BEGIN

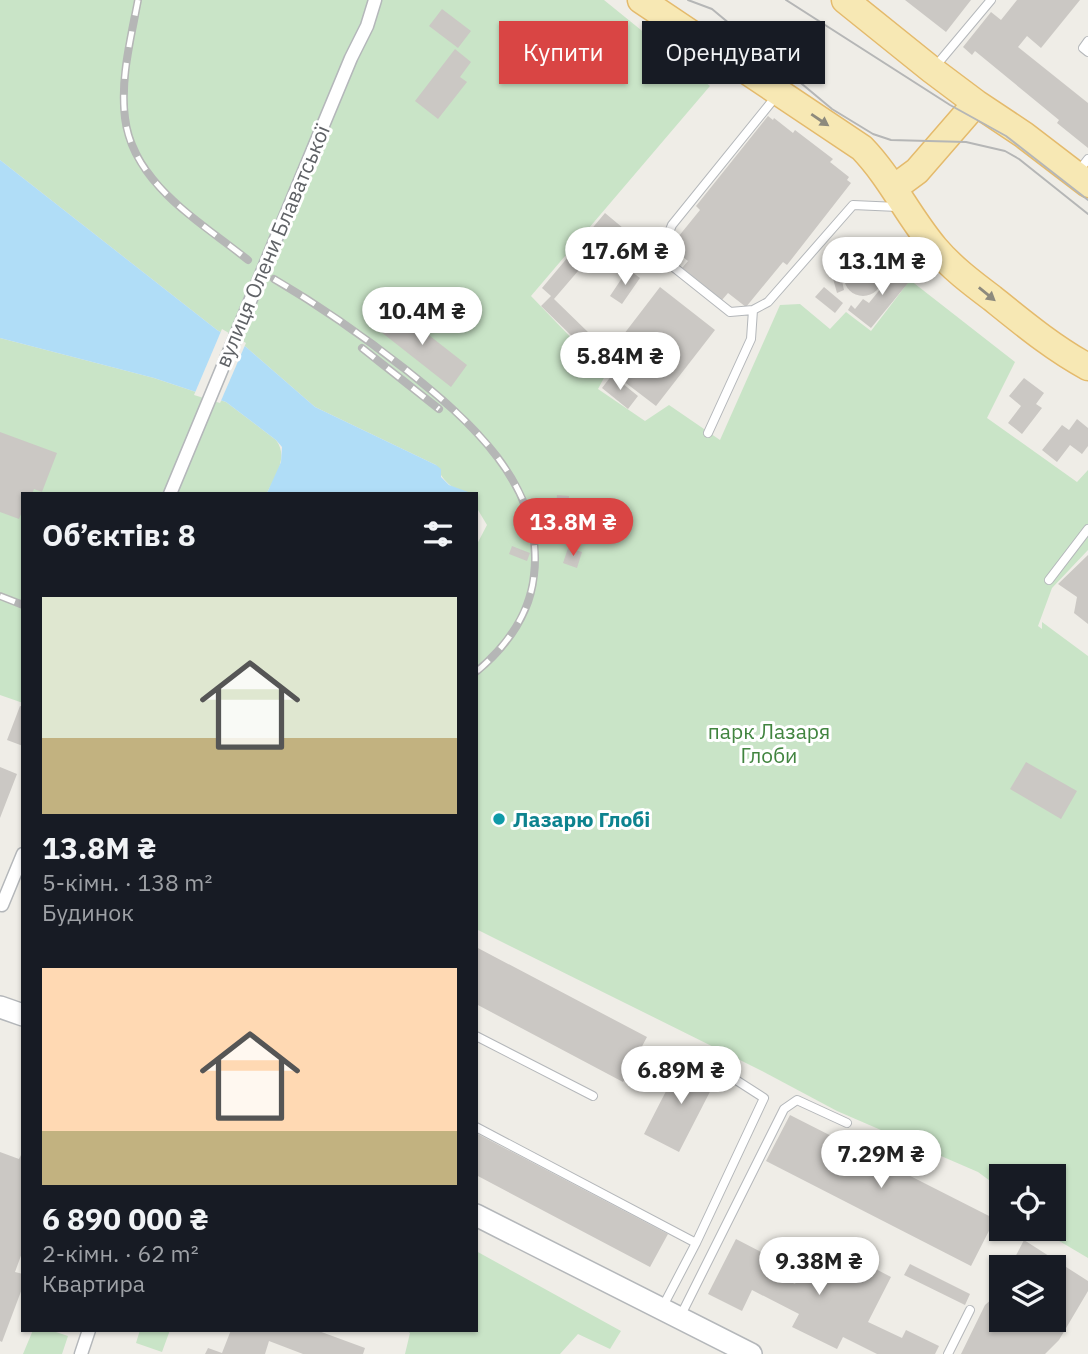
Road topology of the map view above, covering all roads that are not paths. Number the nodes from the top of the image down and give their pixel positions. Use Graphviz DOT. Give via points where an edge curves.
graph roads {
  1 [pos="375,0"];
  2 [pos="641,0"];
  3 [pos="845,0"];
  4 [pos="991,0"];
  5 [pos="1088,41"];
  6 [pos="1088,52"];
  7 [pos="932,70"];
  8 [pos="773,100"];
  9 [pos="976,103"];
  10 [pos="1084,172"];
  11 [pos="900,198"];
  12 [pos="753,310"];
  13 [pos="1088,368"];
  14 [pos="708,433"];
  15 [pos="171,492"];
  16 [pos="1088,529"];
  17 [pos="1049,580"];
  18 [pos="21,859"];
  19 [pos="2,905"];
  20 [pos="0,1007"];
  21 [pos="21,1014"];
  22 [pos="478,1037"];
  23 [pos="722,1071"];
  24 [pos="593,1096"];
  25 [pos="847,1123"];
  26 [pos="478,1128"];
  27 [pos="478,1216"];
  28 [pos="696,1243"];
  29 [pos="970,1310"];
  30 [pos="671,1313"];
  31 [pos="88,1332"];
  32 [pos="81,1354"];
  33 [pos="751,1354"];
  34 [pos="948,1354"];
  1 -- 15 [label="street, вулиця Олени Блаватської"];
  2 -- 11 [label="main road, one-way" via="862,148"];
  3 -- 7 [label="main road"];
  4 -- 7 [label="lane"];
  5 -- 6 [label="lane" via="1083,48"];
  7 -- 9 [label="main road"];
  8 -- 12 [label="lane" via="672,225 665,242 666,261 730,312"];
  9 -- 10 [label="main road"];
  9 -- 11 [label="main road" via="916,171"];
  11 -- 12 [label="lane" via="878,205 853,205 768,302"];
  11 -- 13 [label="main road, one-way" via="936,250 1056,349"];
  12 -- 14 [label="lane" via="751,339"];
  16 -- 17 [label="lane"];
  18 -- 19 [label="street"];
  20 -- 21 [label="street"];
  22 -- 24 [label="lane"];
  23 -- 28 [label="lane" via="764,1098"];
  25 -- 30 [label="lane" via="797,1100 784,1109"];
  26 -- 28 [label="lane"];
  27 -- 30 [label="street"];
  28 -- 30 [label="lane"];
  29 -- 34 [label="lane"];
  30 -- 33 [label="street"];
  31 -- 32 [label="street"];
}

END

= Required work =
Every line where "roads" appears must be returned from the listing above.

= Exercise answer =
Road topology of the map view above, covering all roads that are not paths. Number the nodes from the top of the image down and give their pixel positions. Use Graphviz DOT. Give via points where an edge curves.
graph roads {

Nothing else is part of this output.